Nightlife and Culture. For a night out, residents drive into Geelong's waterfront precinct or down the highway to Torquay. Locally, life is quiet after dark. Most weeknights are footy training, kids in bed by eight, and a Netflix wind-down. This is not a going-out suburb. It's a young-family suburb.
Geelong CBD. Around 15 minutes by car. Waterfront, hospital, university campus, and the V/Line train to Melbourne all sit in the central area.
Torquay and the Surf Coast. Around 15 minutes south. Beaches, surf shops, cafes and the gateway to the Great Ocean Road are an easy weekend drive.
Marshall Train Station. Around 5 minutes by car. The closest V/Line station, with services into Geelong and on to Melbourne's Southern Cross.
Barwon Heads and Ocean Grove. Around 15 to 20 minutes east. Bellarine Peninsula villages, family beaches and weekend markets.
Melbourne CBD. Around 75 minutes by car or train. Close enough for a day trip, far enough that almost no-one commutes daily.
Avalon Airport. Around 30 minutes north. Domestic flights and the regional gateway for travellers heading inter-state.
Saturday morning at the local oval, the carpark fills with utes, prams and people-movers. Coffees from the village, kids in soccer kits, parents who moved here in the last three years and are still learning each other's names.
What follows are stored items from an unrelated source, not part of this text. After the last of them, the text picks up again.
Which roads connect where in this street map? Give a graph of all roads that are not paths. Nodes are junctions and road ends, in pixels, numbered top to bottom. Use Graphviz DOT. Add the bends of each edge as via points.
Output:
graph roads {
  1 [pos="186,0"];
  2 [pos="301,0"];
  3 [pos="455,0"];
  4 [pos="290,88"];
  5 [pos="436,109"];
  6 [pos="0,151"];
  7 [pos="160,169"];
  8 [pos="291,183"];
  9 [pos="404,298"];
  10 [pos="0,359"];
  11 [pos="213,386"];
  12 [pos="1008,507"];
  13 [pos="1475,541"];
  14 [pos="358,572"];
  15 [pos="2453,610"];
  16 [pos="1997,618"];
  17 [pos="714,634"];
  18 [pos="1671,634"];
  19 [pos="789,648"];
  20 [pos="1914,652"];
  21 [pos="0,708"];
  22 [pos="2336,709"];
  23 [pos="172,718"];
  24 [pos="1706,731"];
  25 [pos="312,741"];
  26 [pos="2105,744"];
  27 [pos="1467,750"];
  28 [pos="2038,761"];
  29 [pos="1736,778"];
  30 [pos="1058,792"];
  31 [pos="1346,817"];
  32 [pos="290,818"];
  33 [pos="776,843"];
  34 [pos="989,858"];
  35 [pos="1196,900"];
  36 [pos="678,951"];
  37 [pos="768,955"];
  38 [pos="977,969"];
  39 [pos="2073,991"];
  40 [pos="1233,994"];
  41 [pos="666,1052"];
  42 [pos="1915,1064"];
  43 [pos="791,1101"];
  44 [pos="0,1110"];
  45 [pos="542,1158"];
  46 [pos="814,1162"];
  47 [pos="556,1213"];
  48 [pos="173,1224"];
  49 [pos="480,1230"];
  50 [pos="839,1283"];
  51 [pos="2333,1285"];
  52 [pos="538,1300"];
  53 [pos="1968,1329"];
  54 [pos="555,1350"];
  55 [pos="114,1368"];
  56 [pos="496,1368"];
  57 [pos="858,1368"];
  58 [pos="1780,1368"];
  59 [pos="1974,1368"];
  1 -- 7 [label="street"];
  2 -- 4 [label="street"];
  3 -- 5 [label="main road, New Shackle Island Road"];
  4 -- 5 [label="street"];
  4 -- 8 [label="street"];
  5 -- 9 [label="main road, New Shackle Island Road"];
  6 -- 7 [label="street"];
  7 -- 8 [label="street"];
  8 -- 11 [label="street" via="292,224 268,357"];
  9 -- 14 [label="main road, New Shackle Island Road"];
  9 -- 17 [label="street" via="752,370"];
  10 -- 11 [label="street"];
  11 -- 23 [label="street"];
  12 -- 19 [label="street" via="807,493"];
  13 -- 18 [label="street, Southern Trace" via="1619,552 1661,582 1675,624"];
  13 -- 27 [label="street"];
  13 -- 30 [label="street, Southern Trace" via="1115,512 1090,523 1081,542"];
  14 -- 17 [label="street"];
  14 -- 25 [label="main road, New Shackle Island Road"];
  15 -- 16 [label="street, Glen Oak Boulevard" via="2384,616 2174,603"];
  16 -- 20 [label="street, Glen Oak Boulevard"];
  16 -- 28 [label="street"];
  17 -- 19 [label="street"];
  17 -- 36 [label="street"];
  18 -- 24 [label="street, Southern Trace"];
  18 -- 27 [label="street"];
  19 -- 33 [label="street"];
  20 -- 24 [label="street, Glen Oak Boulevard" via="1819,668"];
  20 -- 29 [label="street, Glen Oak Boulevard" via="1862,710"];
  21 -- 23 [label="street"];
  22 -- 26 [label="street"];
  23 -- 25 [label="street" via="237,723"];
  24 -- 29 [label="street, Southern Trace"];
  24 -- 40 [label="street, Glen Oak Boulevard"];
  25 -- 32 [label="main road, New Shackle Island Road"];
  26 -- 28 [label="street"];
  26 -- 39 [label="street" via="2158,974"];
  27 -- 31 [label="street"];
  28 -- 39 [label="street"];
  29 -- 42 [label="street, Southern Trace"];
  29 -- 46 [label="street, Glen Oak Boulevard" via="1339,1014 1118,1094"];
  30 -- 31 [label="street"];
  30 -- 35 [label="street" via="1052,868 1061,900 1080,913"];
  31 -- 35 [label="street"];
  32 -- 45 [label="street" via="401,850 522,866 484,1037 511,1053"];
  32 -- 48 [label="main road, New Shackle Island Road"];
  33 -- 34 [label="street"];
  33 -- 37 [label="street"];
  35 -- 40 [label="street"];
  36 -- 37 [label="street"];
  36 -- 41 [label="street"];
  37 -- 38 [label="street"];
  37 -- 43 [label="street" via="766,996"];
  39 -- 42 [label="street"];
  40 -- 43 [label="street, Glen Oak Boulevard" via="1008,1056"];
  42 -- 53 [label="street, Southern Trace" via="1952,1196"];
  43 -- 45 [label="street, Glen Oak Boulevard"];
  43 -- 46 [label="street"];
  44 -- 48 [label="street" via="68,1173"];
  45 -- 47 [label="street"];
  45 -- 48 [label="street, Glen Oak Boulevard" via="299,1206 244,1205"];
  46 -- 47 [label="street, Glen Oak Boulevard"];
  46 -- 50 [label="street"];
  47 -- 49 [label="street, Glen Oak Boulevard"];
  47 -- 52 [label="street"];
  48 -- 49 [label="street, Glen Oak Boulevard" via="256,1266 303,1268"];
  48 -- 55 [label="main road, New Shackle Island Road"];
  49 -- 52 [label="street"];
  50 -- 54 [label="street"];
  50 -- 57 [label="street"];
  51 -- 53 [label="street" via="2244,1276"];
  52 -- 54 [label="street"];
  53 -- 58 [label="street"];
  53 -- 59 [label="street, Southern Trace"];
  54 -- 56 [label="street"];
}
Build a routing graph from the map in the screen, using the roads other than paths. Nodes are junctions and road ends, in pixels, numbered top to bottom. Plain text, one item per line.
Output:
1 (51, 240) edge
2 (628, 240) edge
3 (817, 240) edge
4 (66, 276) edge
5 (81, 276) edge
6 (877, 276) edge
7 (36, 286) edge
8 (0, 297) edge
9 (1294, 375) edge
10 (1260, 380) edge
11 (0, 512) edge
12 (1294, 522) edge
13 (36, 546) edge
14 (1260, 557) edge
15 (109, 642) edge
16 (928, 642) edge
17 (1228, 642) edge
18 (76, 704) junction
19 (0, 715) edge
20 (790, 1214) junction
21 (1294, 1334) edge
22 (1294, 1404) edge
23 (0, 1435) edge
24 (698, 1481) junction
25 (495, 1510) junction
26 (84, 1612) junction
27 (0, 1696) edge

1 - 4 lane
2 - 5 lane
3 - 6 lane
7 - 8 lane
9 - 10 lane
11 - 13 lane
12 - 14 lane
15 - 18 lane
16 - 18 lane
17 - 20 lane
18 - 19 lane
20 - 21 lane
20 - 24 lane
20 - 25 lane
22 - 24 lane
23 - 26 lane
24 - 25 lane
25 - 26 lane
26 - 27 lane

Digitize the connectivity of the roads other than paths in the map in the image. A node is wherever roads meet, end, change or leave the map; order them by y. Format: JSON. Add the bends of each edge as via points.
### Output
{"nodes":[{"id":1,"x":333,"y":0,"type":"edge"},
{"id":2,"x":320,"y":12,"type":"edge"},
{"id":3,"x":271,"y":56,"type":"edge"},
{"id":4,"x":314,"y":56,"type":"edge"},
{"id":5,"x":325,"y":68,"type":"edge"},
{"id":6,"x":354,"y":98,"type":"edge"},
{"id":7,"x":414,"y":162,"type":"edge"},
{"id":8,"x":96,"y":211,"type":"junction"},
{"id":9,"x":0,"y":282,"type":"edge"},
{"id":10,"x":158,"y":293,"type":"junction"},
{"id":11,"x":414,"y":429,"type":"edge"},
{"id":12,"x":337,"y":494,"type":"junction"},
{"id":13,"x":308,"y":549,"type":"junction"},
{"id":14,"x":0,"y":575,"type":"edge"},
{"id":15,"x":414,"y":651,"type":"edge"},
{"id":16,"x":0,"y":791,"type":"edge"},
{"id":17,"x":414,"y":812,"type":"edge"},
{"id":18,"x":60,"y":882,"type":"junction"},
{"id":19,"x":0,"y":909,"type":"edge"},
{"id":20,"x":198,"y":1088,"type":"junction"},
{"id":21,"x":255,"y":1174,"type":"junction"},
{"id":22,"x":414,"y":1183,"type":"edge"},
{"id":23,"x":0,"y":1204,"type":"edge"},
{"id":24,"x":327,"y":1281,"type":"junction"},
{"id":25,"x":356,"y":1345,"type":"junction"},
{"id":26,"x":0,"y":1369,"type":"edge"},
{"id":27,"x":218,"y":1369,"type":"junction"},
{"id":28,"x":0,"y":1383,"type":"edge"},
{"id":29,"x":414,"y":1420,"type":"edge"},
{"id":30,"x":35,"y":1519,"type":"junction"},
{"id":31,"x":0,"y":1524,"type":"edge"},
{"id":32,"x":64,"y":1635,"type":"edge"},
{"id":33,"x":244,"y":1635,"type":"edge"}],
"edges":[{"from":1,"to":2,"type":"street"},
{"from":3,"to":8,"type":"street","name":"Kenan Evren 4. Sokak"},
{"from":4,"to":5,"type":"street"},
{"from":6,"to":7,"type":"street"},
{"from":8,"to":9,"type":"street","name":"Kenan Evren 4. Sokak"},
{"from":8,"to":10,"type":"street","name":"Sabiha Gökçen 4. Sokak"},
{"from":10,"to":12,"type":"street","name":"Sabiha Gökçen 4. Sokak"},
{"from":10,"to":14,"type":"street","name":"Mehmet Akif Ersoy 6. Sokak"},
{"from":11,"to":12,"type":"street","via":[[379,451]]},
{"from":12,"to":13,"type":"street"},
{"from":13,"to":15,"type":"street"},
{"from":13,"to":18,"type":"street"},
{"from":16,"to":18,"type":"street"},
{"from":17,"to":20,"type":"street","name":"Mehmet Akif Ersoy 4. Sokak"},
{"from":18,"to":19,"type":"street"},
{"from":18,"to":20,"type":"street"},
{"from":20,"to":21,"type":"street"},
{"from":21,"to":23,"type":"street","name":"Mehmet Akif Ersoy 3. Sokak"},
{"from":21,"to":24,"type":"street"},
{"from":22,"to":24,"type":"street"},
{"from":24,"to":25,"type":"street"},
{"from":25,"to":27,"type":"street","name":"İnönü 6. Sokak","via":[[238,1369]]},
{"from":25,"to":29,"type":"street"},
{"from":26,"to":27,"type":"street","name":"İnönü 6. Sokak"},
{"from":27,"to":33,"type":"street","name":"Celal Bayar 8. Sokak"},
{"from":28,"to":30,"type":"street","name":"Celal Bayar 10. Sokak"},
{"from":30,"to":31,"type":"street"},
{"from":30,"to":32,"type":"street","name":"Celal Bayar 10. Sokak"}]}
This is a young-family suburb. The median age is 31. More than a third of residents are aged 15 to 34. Tradies, healthcare workers, teachers, public servants, FIFO workers and Geelong commuters dominate the working population.
Most residents are Anglo-Australian, with smaller communities from England, Ireland, Italy, Vietnam and Scotland. The Wadawurrung people are the traditional owners of this land, and the First Nations population sits noticeably above the national average. The cultural mix is gentler than Melbourne's outer west, but the area is becoming steadily more diverse as Melbourne buyers, regional movers and first-home buyers all arrive in the same streets.
Young-family-stage, comfortable in a tradie-and-teacher culture, willing to be the new face on the school sideline. Can talk Cats AFL, knows the difference between Torquay and Jan Juc, doesn't mind a backyard barbecue running long.
Patient with the slow pull of community formation in a brand-new suburb. Strong on hospitality, kids ministry and connection over polished production. Someone who can build a culture from a school hall or community centre and not need a building for the first five years.